The US was the only nation where confidence in the leadership was higher among more junior grades than among the leaders themselves.
Civil servants in the US pride themselves on their effective use of technology to deliver policy and services, and on how they collect and use data to track service outcomes. The total US group scored higher than any other Five Eyes country on all statements relating to use of technology, evidence and insights.
Uniquely among the Five Eyes countries – where larger samples took part in the study – the non-management civil servants in the US were more positive on all indicators than their more senior compatriots. In response to the overall statement – my organisation excels at learning and responding rapidly to meet evolving citizen needs – 87% of frontline civil servants agreed compared with 67% of leaders.

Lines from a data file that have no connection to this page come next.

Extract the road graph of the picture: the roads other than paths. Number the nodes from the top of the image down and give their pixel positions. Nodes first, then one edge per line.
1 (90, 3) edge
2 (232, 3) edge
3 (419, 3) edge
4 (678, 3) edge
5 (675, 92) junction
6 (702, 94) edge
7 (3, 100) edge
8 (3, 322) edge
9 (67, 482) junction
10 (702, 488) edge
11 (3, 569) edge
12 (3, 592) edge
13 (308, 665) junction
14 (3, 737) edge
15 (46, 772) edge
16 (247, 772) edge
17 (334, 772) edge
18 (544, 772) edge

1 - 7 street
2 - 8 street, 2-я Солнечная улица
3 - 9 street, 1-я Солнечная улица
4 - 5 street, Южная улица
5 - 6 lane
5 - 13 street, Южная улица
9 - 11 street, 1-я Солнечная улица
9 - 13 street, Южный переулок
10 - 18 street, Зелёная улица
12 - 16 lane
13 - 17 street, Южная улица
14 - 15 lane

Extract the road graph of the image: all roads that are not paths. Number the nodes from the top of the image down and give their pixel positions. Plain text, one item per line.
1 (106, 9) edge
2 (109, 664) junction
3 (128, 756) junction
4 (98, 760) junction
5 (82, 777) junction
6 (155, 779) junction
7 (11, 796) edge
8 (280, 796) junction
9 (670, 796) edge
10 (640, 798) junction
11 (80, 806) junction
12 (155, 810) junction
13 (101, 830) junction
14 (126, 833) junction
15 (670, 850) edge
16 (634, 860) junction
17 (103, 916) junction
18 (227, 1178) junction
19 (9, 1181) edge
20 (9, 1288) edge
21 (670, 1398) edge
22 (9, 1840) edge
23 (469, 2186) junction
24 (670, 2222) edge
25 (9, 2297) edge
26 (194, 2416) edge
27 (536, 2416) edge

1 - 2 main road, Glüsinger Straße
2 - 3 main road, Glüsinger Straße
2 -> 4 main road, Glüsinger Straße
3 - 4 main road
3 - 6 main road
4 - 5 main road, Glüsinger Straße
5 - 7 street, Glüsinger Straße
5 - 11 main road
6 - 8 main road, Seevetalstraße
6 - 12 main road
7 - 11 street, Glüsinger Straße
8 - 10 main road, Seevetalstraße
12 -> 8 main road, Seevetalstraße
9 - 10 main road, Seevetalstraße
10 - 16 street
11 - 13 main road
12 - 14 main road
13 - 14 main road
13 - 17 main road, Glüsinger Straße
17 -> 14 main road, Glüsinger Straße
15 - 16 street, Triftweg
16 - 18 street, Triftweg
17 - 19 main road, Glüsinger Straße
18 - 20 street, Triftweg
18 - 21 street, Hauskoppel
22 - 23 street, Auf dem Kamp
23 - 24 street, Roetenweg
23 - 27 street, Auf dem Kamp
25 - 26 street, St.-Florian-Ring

As well as being more negative about most performance indicators than their more junior colleagues, US leaders were also more downbeat than their peer groups in other countries. For example, they scored lowest overall on the statements about leadership and organisational vision, staff empowerment and autonomy, and among the bottom two on statements around environment for change and moving at pace.

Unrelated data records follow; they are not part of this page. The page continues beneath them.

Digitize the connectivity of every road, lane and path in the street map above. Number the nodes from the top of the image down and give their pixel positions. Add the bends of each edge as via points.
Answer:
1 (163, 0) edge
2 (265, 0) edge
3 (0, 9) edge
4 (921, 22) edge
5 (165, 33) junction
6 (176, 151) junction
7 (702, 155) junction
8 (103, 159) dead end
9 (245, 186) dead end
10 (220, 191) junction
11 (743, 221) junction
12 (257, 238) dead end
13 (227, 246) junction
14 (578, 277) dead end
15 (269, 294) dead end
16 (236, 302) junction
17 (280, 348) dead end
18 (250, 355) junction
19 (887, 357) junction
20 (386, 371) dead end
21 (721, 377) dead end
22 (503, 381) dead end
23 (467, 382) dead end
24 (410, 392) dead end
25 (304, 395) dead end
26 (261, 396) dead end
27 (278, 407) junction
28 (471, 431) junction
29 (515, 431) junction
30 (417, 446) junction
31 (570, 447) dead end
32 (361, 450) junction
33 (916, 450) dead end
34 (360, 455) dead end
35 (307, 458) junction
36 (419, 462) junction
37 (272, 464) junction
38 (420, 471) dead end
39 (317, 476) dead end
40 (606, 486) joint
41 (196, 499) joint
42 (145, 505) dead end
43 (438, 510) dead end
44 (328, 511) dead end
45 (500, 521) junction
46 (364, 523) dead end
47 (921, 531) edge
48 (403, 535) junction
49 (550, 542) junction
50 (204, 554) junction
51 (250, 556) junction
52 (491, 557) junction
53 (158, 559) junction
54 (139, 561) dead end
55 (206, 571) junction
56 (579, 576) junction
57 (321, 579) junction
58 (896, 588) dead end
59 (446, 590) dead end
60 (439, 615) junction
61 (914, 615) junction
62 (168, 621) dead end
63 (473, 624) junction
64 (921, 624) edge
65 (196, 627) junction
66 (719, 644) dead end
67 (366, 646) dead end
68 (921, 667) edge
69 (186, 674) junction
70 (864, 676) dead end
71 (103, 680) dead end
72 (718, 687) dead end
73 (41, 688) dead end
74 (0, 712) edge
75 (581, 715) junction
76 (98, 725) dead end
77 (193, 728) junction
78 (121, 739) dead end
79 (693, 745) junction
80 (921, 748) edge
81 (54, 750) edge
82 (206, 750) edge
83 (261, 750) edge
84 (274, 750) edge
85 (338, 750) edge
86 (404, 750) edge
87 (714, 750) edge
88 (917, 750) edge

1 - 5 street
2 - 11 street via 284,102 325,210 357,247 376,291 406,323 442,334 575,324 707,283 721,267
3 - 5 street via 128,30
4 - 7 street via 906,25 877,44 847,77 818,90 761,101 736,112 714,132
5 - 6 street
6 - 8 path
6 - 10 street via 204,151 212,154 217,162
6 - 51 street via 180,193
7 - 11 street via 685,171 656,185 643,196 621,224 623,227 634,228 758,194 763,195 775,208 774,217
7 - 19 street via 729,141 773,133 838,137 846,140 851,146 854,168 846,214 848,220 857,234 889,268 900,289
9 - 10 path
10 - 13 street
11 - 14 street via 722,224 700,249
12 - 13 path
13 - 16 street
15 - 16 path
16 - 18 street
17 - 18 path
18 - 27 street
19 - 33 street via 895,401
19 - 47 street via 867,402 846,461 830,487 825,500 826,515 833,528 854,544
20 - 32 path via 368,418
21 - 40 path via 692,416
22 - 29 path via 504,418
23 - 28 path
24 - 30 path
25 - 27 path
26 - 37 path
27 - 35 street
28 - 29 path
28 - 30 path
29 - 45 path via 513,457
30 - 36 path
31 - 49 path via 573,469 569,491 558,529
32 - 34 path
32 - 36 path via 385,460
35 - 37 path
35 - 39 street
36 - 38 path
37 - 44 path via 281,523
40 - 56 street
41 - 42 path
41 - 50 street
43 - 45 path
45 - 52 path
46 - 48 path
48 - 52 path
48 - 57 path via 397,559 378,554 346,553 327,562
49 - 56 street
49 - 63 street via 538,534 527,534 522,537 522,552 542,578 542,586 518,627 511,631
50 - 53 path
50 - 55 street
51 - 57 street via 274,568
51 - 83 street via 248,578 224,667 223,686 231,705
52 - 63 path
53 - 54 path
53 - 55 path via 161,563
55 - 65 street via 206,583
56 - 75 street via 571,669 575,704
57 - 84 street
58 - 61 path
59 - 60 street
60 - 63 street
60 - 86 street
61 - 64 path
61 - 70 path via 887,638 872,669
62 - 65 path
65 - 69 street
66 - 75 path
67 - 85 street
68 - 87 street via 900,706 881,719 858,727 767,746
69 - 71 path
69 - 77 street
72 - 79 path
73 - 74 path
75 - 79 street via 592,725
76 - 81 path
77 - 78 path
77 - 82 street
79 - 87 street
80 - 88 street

Yet organisational direction and purpose is better understood by US civil servants than its leaders give them credit for. Nearly three-quarters of non-management staff agreed that all staff have a good understanding of the future direction of their organisation, compared to 42% of leaders and 58% of managers.
The US was the only nation where confidence in the leadership was higher among more junior grades than among the leaders themselves. For example, managers and non-managers gave higher ratings than their senior colleagues to leaders inspire and support our workforce to pursue and realise opportunity in the face of adversity. And 71% of frontline US staff agreed that leaders inspire, support and drive new ideas and change, compared with 58% of the leadership cohort (Fig 35).

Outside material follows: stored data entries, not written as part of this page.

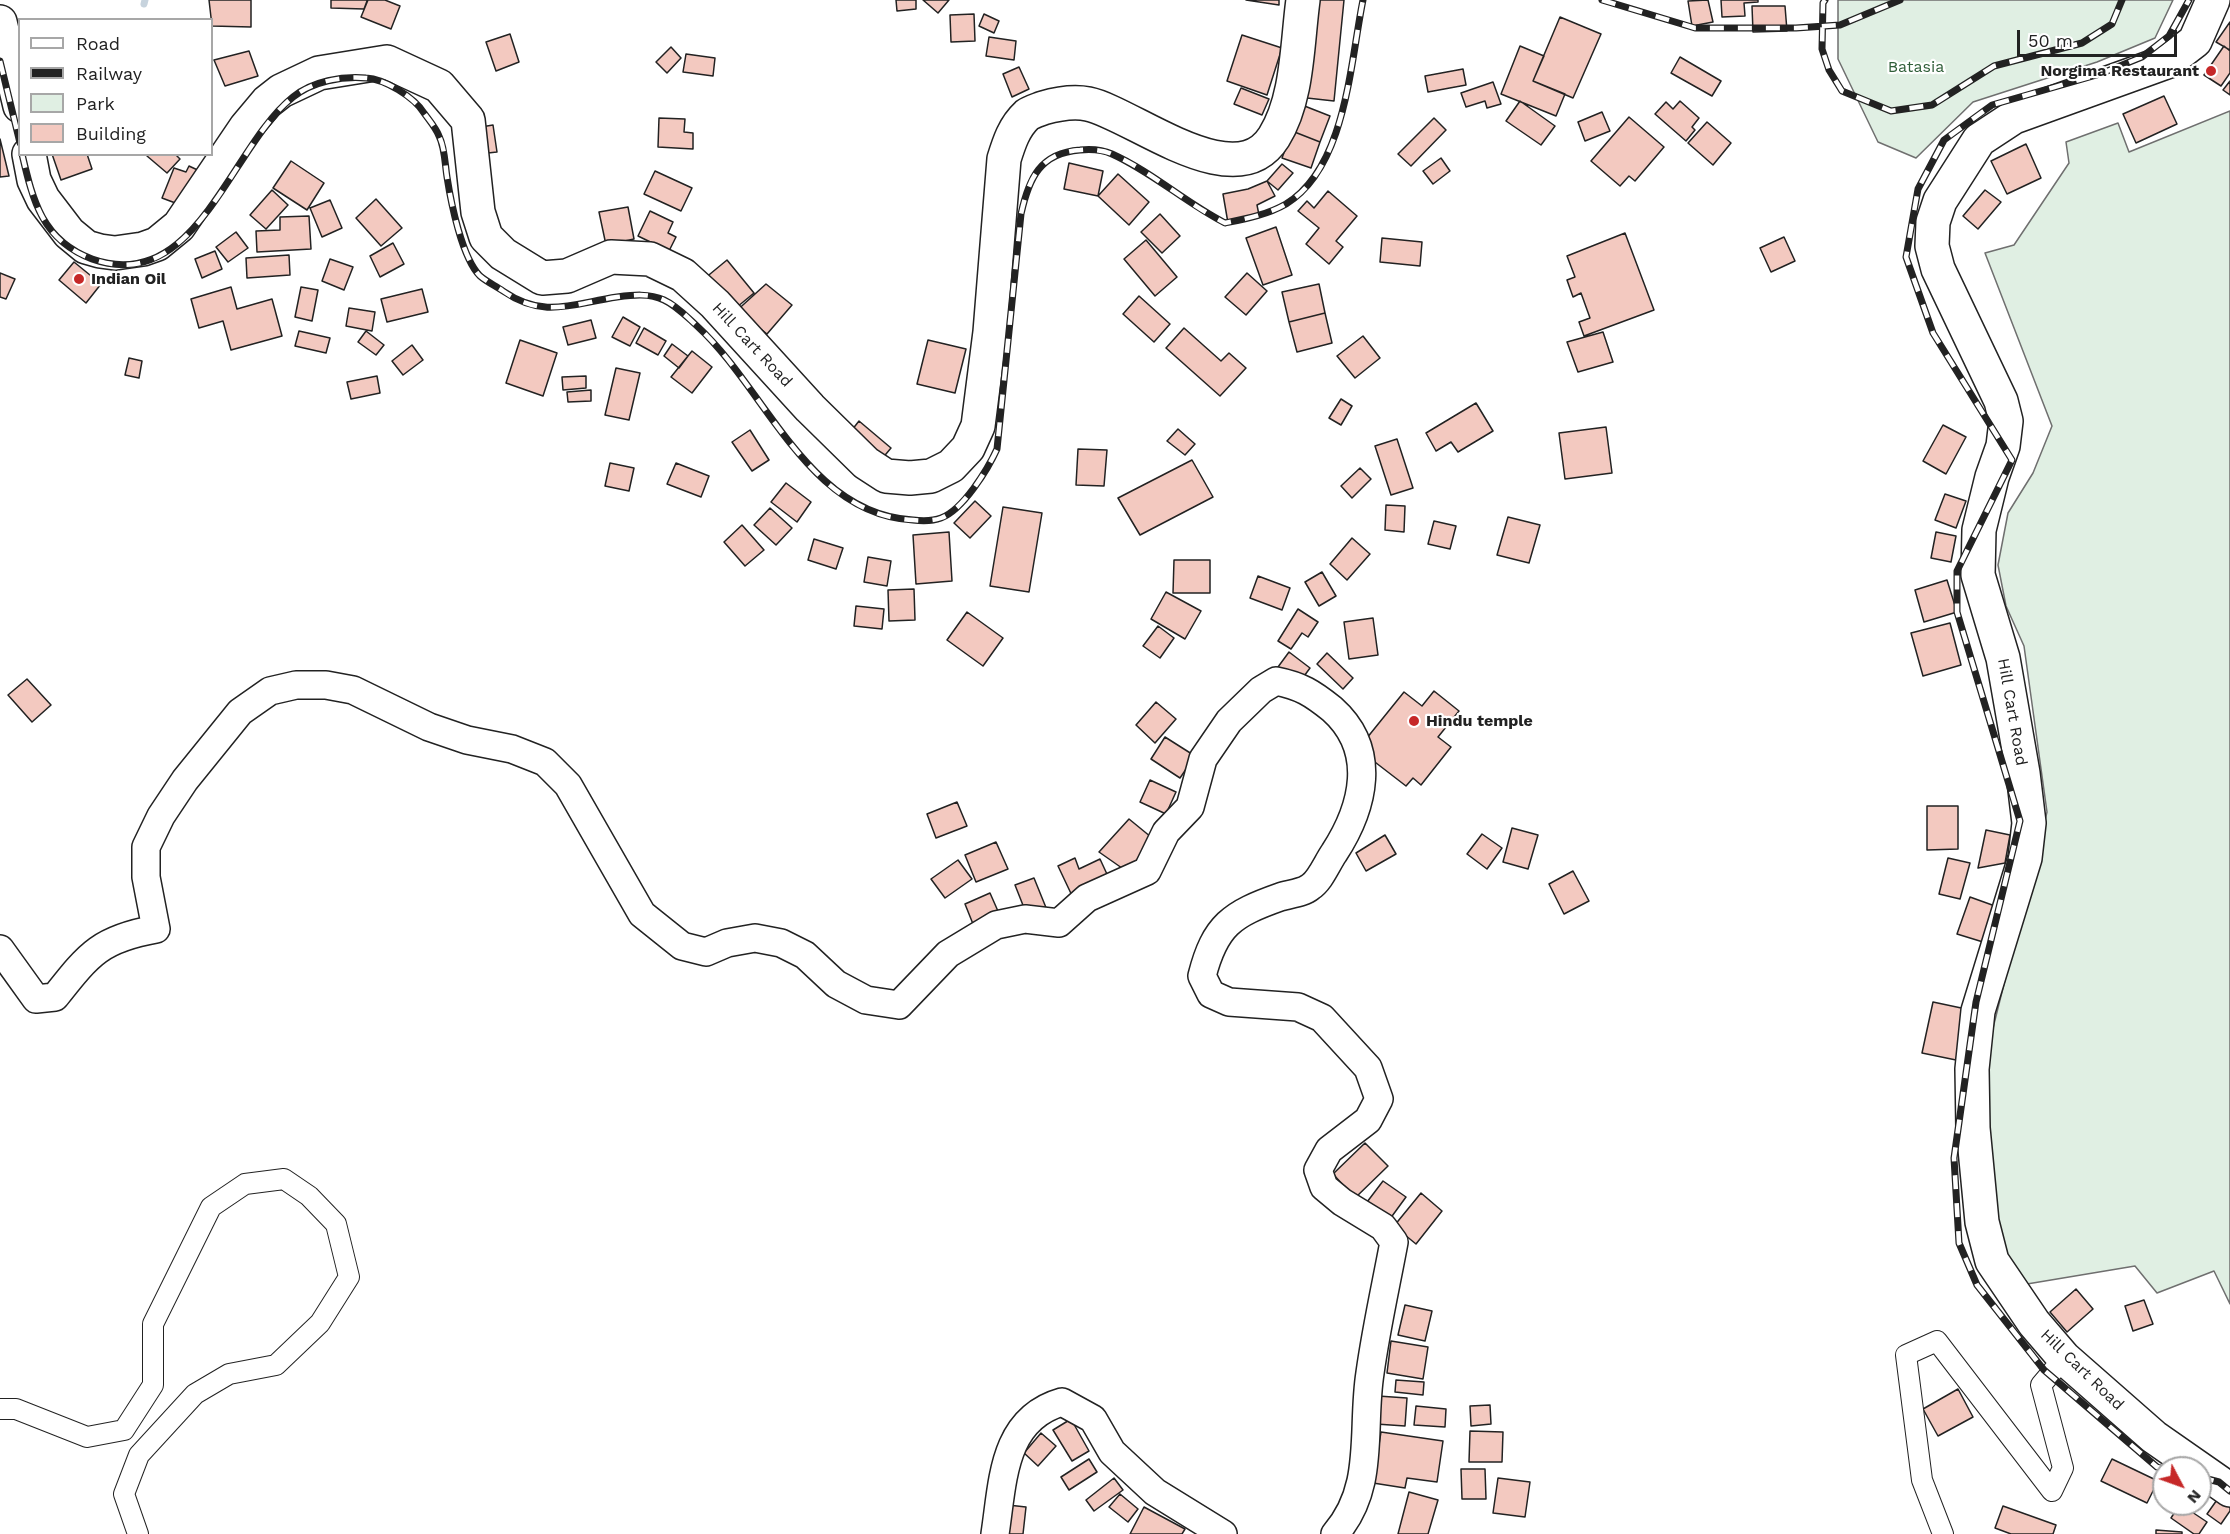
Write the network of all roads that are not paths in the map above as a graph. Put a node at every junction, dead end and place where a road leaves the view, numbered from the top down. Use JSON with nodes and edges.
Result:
{"nodes":[{"id":1,"x":1303,"y":0,"type":"edge"},
{"id":2,"x":2213,"y":0,"type":"edge"},
{"id":3,"x":0,"y":22,"type":"edge"},
{"id":4,"x":18,"y":98,"type":"edge"},
{"id":5,"x":29,"y":156,"type":"edge"},
{"id":6,"x":0,"y":950,"type":"edge"},
{"id":7,"x":2064,"y":1358,"type":"junction"},
{"id":8,"x":0,"y":1409,"type":"edge"},
{"id":9,"x":2230,"y":1490,"type":"edge"},
{"id":10,"x":138,"y":1534,"type":"edge"},
{"id":11,"x":995,"y":1534,"type":"edge"},
{"id":12,"x":1223,"y":1534,"type":"edge"},
{"id":13,"x":1335,"y":1534,"type":"edge"},
{"id":14,"x":1943,"y":1534,"type":"edge"}],
"edges":[{"from":1,"to":5,"type":"highway","name":"Hill Cart Road"},
{"from":2,"to":7,"type":"highway","name":"Hill Cart Road"},
{"from":3,"to":4,"type":"highway"},
{"from":6,"to":13,"type":"main road"},
{"from":7,"to":9,"type":"highway","name":"Hill Cart Road"},
{"from":7,"to":14,"type":"street"},
{"from":8,"to":10,"type":"street"},
{"from":11,"to":12,"type":"main road"}]}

US leaders were also most circumspect about their response to Covid. Just over half (58%) agreed that adapting to change had helped to develop significant capabilities that were not present three years prior to the pandemic. This is significantly lower than any other leadership cohort.
The apparently low self-efficacy of US leaders was also evident in their views on indicators relating to risk-taking and consideration of new ideas. US leaders were just as likely to disagree as agree (42%) that experimentation is made possible and actively encouraged (Fig 34).
However, the wider US cohort recorded the highest aggregate scores across the core Five Eyes group on most statements relating to staff empowerment and accountability.
However, leaders in the US were much more confident in their deployment of data and technology to design and deliver solutions. Three-quarters said that digital technologies are fully embedded in policymaking and service design processes from the outset and two-thirds agreed that the technology required for effective collaboration and solution delivery is available or can be developed in enough time to support requirements.
On all seven statements relating to the use of data and feedback from citizens to design and improve solutions, US civil servants were more confident than their peers across the Five Eyes countries.
US leaders were also more confident than their counterparts in other countries on some of the other statements. For example, all US leaders agreed that their organisation is led by data insights to track policy and service outcomes with end users, with three-quarters strongly agreeing.
However, they saw there was room for improvement in putting this data to use – only half agreed that wherever possible, our organisation uses citizen or end-user input to form policy and implementation solutions, and two-thirds that they have a cyclical process for improving services, which integrates citizen and end-user feedback.